В семействе деда Лазо Аничка спокойнее всех относилась к предстоящему переселению. Да и о чем было жалеть ей? Во-первых, она не здешняя уроженка, и потом — это, пожалуй, даже важней — Аничка принесла с собой в дом приданое, а девать его некуда. Есть у нее красивые дорожки, вышитые занавеси и подушки, скатерть, а стелить их негде. Захотела постелить дорожку, так свекровь не дала: «Зачем ее пачкать? Вон сколько грязи наносим! Убери, пусть будет новая». Или вот ведь ее Злати: плотник, хороший мастер, а что в этом для дома толку? Когда она сказала свекрови, что неплохо было бы ему настелить деревянный пол — не ходить же вечно по глине! — бабушка Катерина даже рассердилась: «Ну да, чтоб никогда чисто не было! Ни у кого в селе деревянного пола нет, что ж мы, умнее всех?» Злати хотел сделать шкаф и стол — бабушка Катерина опять против: стол, видишь ли, будет комнату загромождать. И доски нам хватит. Зато как удобно! Поели — прислонили ее к стене, и опять в горнице просторно.
Злати сказал: «Когда переедем, сделаем дом из двух комнат: одну — нам, а другую — отцу с матерью. А здесь уж пусть как хотят». И Аничка мечтала об отдельной комнате, о том, как она все в ней расставит и постелет по-своему и у нее будет светло и чисто. А то зачем она столько ткала, вязала, покупала пух и перья для одеял и перины? Здесь, в старом доме, комната, правда, была большая, но спали все вместе, постели были без матрацев, а только на подстилках из козьей шерсти. Окна маленькие и низкие. Выглянешь в них, так даже неба не видно. Самое большее, увидишь морду борова сквозь дыры в стенке плетеного сарая.
Бабушка Катерина любила свою сноху. Только это ее спокойствие, когда все они так взбудоражены, старухе было не по душе. Она собралась уже резко ответить Аничке, но не успела.

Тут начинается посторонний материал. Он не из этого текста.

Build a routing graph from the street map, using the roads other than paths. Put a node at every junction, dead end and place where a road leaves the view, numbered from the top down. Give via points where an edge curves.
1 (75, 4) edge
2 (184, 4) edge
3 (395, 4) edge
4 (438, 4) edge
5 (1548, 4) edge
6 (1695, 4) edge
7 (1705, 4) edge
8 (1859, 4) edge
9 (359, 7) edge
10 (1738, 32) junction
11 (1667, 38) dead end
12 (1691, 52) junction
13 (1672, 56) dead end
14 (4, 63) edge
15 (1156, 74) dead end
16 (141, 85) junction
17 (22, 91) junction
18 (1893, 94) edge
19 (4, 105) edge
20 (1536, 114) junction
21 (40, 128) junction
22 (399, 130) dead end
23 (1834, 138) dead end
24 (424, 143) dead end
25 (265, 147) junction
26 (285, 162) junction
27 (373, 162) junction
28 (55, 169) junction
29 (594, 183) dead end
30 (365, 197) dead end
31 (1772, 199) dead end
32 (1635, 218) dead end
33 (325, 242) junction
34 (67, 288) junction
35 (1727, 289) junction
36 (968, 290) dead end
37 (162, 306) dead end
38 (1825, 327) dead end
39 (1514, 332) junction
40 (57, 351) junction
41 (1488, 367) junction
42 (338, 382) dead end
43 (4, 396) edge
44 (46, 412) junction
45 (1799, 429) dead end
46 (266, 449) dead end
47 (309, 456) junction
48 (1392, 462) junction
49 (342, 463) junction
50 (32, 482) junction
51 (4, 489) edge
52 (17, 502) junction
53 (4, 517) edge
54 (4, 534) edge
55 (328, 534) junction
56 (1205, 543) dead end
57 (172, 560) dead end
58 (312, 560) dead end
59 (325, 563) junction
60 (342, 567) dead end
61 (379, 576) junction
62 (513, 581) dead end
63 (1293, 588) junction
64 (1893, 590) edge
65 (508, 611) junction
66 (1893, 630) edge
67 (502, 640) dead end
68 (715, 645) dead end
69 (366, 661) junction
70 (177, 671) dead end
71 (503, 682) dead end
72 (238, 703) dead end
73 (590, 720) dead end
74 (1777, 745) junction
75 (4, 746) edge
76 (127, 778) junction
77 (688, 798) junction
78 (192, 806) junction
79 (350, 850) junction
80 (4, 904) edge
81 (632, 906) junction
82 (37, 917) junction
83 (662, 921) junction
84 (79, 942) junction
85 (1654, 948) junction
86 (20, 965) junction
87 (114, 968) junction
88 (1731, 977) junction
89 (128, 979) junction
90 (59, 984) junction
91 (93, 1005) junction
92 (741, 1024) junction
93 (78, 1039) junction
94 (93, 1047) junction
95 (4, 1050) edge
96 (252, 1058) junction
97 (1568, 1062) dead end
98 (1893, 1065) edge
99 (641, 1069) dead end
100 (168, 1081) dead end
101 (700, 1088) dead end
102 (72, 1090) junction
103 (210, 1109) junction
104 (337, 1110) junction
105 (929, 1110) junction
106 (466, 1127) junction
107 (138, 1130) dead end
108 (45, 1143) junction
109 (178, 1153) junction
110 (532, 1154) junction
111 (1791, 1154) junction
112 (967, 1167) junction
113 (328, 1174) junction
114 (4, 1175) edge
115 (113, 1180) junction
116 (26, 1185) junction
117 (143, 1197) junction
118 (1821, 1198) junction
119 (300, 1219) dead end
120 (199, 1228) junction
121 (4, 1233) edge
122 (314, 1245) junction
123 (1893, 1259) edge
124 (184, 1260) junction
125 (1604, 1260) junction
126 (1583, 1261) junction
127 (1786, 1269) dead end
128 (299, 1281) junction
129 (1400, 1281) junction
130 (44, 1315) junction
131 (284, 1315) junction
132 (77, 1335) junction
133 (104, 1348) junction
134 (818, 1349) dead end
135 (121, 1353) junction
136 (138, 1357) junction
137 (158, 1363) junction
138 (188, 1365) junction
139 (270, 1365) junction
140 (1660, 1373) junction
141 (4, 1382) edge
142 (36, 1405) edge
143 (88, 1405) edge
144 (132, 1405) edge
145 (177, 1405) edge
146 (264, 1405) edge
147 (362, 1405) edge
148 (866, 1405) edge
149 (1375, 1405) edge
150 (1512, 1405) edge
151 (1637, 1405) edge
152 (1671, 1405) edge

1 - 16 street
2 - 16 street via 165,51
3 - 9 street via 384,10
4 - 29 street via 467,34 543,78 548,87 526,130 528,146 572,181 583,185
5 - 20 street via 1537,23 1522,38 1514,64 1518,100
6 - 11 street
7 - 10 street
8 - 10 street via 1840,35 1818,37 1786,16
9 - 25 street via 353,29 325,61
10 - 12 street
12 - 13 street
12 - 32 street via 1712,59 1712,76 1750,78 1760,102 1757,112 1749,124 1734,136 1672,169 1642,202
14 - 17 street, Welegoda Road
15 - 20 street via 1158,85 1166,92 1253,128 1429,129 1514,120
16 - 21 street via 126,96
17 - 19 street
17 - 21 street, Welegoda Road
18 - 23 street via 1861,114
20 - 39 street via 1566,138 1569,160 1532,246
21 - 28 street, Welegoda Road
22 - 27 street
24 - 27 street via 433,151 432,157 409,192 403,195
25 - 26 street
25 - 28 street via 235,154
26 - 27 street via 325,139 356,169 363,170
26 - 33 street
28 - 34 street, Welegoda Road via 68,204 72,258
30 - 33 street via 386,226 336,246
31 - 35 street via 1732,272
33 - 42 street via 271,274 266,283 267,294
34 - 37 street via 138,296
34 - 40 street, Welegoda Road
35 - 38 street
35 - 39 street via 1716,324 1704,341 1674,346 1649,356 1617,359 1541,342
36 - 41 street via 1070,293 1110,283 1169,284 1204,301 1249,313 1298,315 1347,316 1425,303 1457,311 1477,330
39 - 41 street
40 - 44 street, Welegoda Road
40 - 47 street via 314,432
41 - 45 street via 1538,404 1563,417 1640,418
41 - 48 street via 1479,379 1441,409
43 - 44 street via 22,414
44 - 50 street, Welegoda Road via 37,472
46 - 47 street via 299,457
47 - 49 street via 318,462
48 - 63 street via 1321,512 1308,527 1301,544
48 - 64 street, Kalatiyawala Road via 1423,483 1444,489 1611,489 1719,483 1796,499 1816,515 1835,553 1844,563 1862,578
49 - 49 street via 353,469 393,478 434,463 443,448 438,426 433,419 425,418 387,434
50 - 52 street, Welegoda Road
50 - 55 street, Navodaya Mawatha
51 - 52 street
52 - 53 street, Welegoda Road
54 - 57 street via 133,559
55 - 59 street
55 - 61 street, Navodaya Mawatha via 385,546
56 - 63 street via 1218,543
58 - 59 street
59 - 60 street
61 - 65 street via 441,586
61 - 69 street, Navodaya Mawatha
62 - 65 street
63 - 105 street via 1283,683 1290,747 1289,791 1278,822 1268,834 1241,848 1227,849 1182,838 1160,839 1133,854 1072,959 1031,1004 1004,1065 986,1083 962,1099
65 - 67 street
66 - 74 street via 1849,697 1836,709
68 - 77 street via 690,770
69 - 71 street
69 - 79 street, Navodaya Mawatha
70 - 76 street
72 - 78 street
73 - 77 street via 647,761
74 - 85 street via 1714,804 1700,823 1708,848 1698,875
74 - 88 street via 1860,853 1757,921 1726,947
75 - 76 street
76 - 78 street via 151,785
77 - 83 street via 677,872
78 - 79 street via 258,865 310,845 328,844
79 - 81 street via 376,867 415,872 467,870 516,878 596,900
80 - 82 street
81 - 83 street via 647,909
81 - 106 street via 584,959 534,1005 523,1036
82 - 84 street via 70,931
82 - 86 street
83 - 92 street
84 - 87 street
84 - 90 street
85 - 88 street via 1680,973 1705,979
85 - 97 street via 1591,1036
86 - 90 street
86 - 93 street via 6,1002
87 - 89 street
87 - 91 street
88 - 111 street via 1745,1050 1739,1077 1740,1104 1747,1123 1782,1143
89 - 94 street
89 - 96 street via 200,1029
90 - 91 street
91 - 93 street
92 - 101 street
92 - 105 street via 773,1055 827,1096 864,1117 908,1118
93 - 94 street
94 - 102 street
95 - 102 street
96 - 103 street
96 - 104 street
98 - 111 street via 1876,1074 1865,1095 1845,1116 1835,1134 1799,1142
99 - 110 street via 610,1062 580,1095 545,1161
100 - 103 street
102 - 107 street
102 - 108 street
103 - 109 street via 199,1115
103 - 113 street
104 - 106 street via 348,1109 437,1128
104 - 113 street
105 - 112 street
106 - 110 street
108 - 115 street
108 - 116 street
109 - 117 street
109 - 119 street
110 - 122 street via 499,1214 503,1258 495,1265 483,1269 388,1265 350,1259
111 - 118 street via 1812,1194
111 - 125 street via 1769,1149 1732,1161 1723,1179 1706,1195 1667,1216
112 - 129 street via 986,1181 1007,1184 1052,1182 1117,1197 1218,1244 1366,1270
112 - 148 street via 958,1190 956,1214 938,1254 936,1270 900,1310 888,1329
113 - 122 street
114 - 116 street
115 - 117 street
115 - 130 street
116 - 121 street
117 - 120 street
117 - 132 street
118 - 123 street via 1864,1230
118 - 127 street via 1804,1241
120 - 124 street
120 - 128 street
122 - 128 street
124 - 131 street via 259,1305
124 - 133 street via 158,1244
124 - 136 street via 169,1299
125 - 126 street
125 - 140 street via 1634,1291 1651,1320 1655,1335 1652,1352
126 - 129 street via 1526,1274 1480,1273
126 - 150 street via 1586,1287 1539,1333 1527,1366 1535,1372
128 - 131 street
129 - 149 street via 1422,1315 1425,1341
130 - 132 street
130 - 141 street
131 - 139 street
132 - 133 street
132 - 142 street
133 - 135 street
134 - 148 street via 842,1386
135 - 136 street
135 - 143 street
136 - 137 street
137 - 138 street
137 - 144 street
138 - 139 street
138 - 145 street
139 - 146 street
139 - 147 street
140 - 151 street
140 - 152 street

Неожиданно открылась дверь, словно ветер ее распахнул, и в комнату влетела Стоименка.
— Мама, выплачивают!..
— Значит, правда. Кончено, — старуха вздохнула устало, поправила платок. На глазах ее показались слезы. — Кто тебе сказал?
— Гроздю…
— А отец знает? — глухо спросила бабушка Катерина.
Стоименка вытаращила свои и без того выпуклые глаза и затараторила:
— Тоже знает. Ох, мама! Вам хорошо, для вас все ясно, а что нам делать? Гроздю записался в Новую Загору, один брат его хочет в другое место, а младший, хромой, — с ним же никогда не договоришься! Гроздю не согласен отдать дом за сколько оценили, а брат говорит: «Сколько дадут, то и возьмем, потом легче будет». Вчера вечером переругались — чуть дело до драки не дошло. И мне до чего ж не хочется уезжать далеко от вас. С золовкой мы не ладим, а тогда целыми
— Куда нам ехать? — старуха неожиданно выпрямилась и стала такой высокой, какой ее Аничка никогда не видела. — Я остаюсь здесь. А молодые пусть едут, куда хотят.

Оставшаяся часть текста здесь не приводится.